According to the article they had 30 feet of runway remaining when they brought the plane to a halt. So, yeah I guess, everything worked out, but I wouldn't say that was indicative of a well oiled machine.


Well yes, that’s one of the criticisms in the final report. That the flight plans didn’t provide adequate additional runway length to handle this specific runway in the rain. I think there may have also been criticism of the airport runway maintenance with too much rubber build up on the runway.

All of which resulted in this plane having less margin for error than it should have done. But that’s what we have safety factors, to account human error and natural deviation in the environment. In this case that safety factor prevented this incident from being more serious, and post-mortem has identified areas for improvement, which will no doubt be instituted.

To me, all of this points to extremely robust safety procedures that have prevented the loss of life in an extreme and unusual scenario, and is capable of analysing the outcome to find ways of further improving safety so it’s capable of surviving even more extreme situations.

Expecting any safety system to cope perfectly with every scenario is unrealistic, but one that handles pretty much all of them without any serious injury or loss of life is clearly working very well.


To put things in perspective, an A330 lands at 140 kts, which translates to 236 ft/sec, which means that if the plane had travelled along the runway at 140 kts for 130 milliseconds longer, then they'd have a runway excursion.

Now, they would have decelerated before the malfunction, so maybe a 500 millisecond slower reaction time would have caused the plane to leave the runway. Maybe, 3 second delayed reaction time would have resulted in the plane hitting a building or a wall.

That doesn't sound a robust safety factor to me.


You’re making a lot of assumptions about the braking capability of this plane. Notably you’re assuming that the plane was completely incapable of stopping in a shorter distance, ignoring pilot reaction time.

The report mentions that the pilots failed to apply maximum manual breaking till they were a good distance down the runway. A reasonable interpretation of this fact is that the pilots were afraid of locking up the wheels by accident, so they were applying the minimum breaking they though they could get away with. It was only when they were getting towards the end of the runway that the pilots realised they really needed to break a tad harder.

In short if the runway had been an extra 300feet long, the pilots would have still stopped the plane within 30ft of the end. It’s perfectly natural and completely rational for people to consume every ounce of available safety factor when your dealing with the unknown. So measuring the consumed safety factor after the fact isn’t inherently useful or indicative of what the actual minimum safety margin needed to be.

Additionally a runway excursion is not inherently dangerous, provided you don’t do it at high speed. It never going to be very good for the plane, but leaving the runway doesn’t automatically result in all the passengers dying.


This report doesn't indicate any fault or blame at all on the pilots: they reacted with reasonable actions to the circumstances as they arose. The only possible nit one might pick is the PF's delay in asking for the PM's assistance in braking.

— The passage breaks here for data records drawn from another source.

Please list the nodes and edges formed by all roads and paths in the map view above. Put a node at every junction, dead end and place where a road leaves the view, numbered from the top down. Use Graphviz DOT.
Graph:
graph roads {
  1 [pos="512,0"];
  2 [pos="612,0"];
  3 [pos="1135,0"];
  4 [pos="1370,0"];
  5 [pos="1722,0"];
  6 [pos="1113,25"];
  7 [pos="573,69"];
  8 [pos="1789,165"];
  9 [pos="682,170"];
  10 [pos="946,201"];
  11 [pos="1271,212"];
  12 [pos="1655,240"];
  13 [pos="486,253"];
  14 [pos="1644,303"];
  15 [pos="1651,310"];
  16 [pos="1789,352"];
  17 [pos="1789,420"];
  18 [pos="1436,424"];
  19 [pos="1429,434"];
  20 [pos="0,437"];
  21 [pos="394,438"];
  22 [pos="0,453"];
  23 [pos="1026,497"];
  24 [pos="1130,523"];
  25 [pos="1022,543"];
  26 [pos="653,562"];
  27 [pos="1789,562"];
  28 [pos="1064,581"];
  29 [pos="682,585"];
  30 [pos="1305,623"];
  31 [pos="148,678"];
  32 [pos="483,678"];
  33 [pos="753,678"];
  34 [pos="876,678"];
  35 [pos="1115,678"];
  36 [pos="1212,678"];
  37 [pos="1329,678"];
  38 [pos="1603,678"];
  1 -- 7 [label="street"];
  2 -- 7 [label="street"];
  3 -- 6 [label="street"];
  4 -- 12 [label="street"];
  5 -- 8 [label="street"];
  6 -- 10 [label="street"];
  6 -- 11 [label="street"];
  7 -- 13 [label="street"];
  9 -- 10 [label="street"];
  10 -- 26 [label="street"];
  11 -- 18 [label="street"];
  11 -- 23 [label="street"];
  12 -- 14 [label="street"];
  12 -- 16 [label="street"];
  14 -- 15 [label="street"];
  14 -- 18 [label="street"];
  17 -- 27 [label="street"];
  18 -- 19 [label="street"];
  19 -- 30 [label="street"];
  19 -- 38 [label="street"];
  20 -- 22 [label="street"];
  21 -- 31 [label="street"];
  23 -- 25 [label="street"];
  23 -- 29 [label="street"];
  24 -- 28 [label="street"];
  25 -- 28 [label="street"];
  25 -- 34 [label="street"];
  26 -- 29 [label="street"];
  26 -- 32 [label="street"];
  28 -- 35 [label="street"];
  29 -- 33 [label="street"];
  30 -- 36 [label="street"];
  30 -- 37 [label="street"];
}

But, yeah, the report does fault (kinda) the runway conditions and insufficient margins in the flight path/plan to account for an extreme such as this. The fact that a terrible tragedy did not have to occur to make those identifications seems to indicate a very well functioning system to me.


That's how I read it too. The discrepancy was deemed "I'm broken and need to shut down" instead of something more benign in a condition they didnt realize might happen. That a critical difference since all 3 will think "I'm broken" as happened here.

That stuff can be hard to get right. Glad they found this one with 10 meters to spare.


It seems that flight planning is done on the basis that the loss of all flight computers is possible, and to make sure that your runway is long enough to accommodate that situation.

So thankfully the loss of all three computers isn’t inherently dangerous, and is demonstrated by this incident. Based on my reading of the report the primary take away from this (apart from a an issue with the flight computers software), is that flight plans aren’t and prep by the airport wasn’t conservative enough, so they ended up with slightly less safety margin than they expected in this scenario.


> loss of all three computers isn’t inherently dangerous

You seem to be using a different definition of "dangerous" from the rest of us. Loss of systems that pilots are used to depending on is inherently dangerous. After that, degrees of luck, skill, and conservative planning become major factors in the outcome.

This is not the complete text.